The Disaster Cover
This is my blanket
My daughter called it a blankie when she was a baby
Now I feel babyish and call it the same
You can get underneath my blankie, like so—
Or I can embrace you with it—
You’ll feel warmer
You’ll feel babyish
You’ll fall on top of me like an exhausted lover, under my cover, and
I’ll feel the weight of your world crumble on top of me.
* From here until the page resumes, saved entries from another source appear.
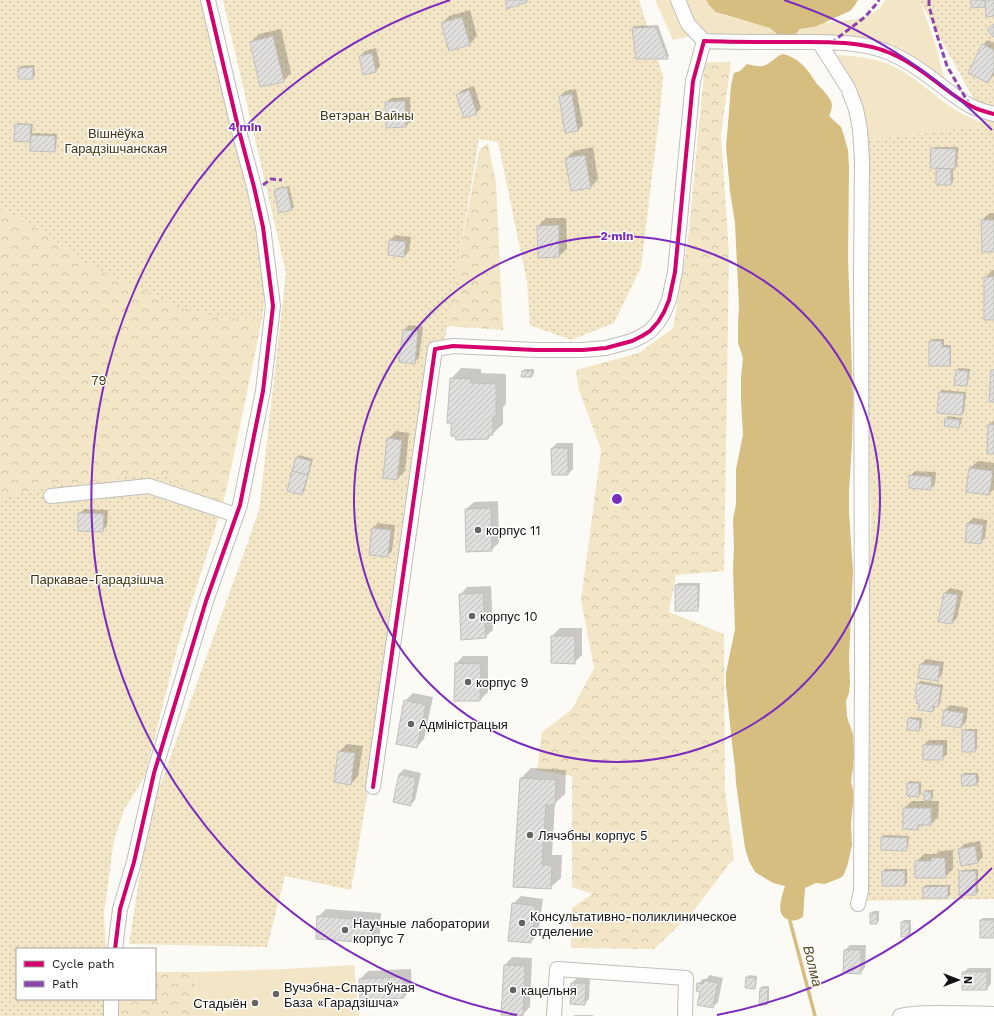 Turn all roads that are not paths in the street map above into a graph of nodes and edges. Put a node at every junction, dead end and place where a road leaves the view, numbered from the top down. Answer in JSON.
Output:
{"nodes":[{"id":1,"x":208,"y":0,"type":"edge"},
{"id":2,"x":678,"y":0,"type":"edge"},
{"id":3,"x":704,"y":41,"type":"junction"},
{"id":4,"x":819,"y":42,"type":"junction"},
{"id":5,"x":994,"y":114,"type":"edge"},
{"id":6,"x":51,"y":496,"type":"dead end"},
{"id":7,"x":236,"y":515,"type":"junction"},
{"id":8,"x":373,"y":787,"type":"dead end"},
{"id":9,"x":858,"y":904,"type":"dead end"},
{"id":10,"x":114,"y":948,"type":"edge"},
{"id":11,"x":111,"y":1000,"type":"edge"},
{"id":12,"x":994,"y":1014,"type":"edge"},
{"id":13,"x":111,"y":1016,"type":"edge"},
{"id":14,"x":554,"y":1016,"type":"edge"},
{"id":15,"x":685,"y":1016,"type":"edge"},
{"id":16,"x":900,"y":1016,"type":"edge"}],
"edges":[{"from":1,"to":7,"type":"street"},
{"from":2,"to":3,"type":"street"},
{"from":3,"to":4,"type":"street"},
{"from":3,"to":8,"type":"street"},
{"from":4,"to":5,"type":"street"},
{"from":4,"to":9,"type":"street"},
{"from":6,"to":7,"type":"street"},
{"from":7,"to":10,"type":"street"},
{"from":11,"to":13,"type":"street"},
{"from":12,"to":16,"type":"street"},
{"from":14,"to":15,"type":"street"}]}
We’ll both feel safer, in a blanket
Even though nothing has changed
Your side will be by mine and and that’s the final place I want it
This side of my blanket
is the soft part, the part you hold against your cheek when all the other soft parts get
blown to bits
And this side of the blanket
is the fuzzy part—
the side that stays fuzzy even when the picture elsewhere gets all too clear
Here’s the dark part of my blanket
The place where I wanted to rest my eyes forever—
But my memories leaked in like sunlight,
And my eyes grew so red they’ll never sleep the same again
I wish I could make the bad smell go away with my blanket
The smell of gypsum and flesh and ashy shock
I could wipe it off the face of the earth, I could wipe myself off the earth,
I could tell you why all the loose ends ended up that way,
If I had one more chance, one more yarn, to make it right this time
I have a fantasy about the whole world
It’s made out of whole cloth
I guess there’s no excuse for it
I have a love
For a big city that took me in its arms and
Covered me
With blossoms and snowflakes and soot as thick as grease
I have to stop talking about you as if you’re dead
I know you’re only bleeding, and you’d welcome
my dry hand
I ‘m covering you in white linen
When you’re ready to defy me in red silk
I tell you I’m ready to take you in tatters
And you tell me to stick a needle in my mouth if that’s the way I’m going to act
Okay, I’ll shut up
Instead of blessing you and damning you,
I’ll just cover you
The way I’d like to be covered
So close, so bound together, so sooty and greasy
That nothing will ever tear us apart
I wrote this poem on Sept 24, 2001, after the bombing in NYC. When I wrote it, I was also thinking about when I was pregnant in 1989 in San Francisco when everything fell into the sea and shattered... the Loma Prieta earthquake. I dug out this poem today thinking about my friends in Japan, wishing I could imagine a "blanket" big enough for this.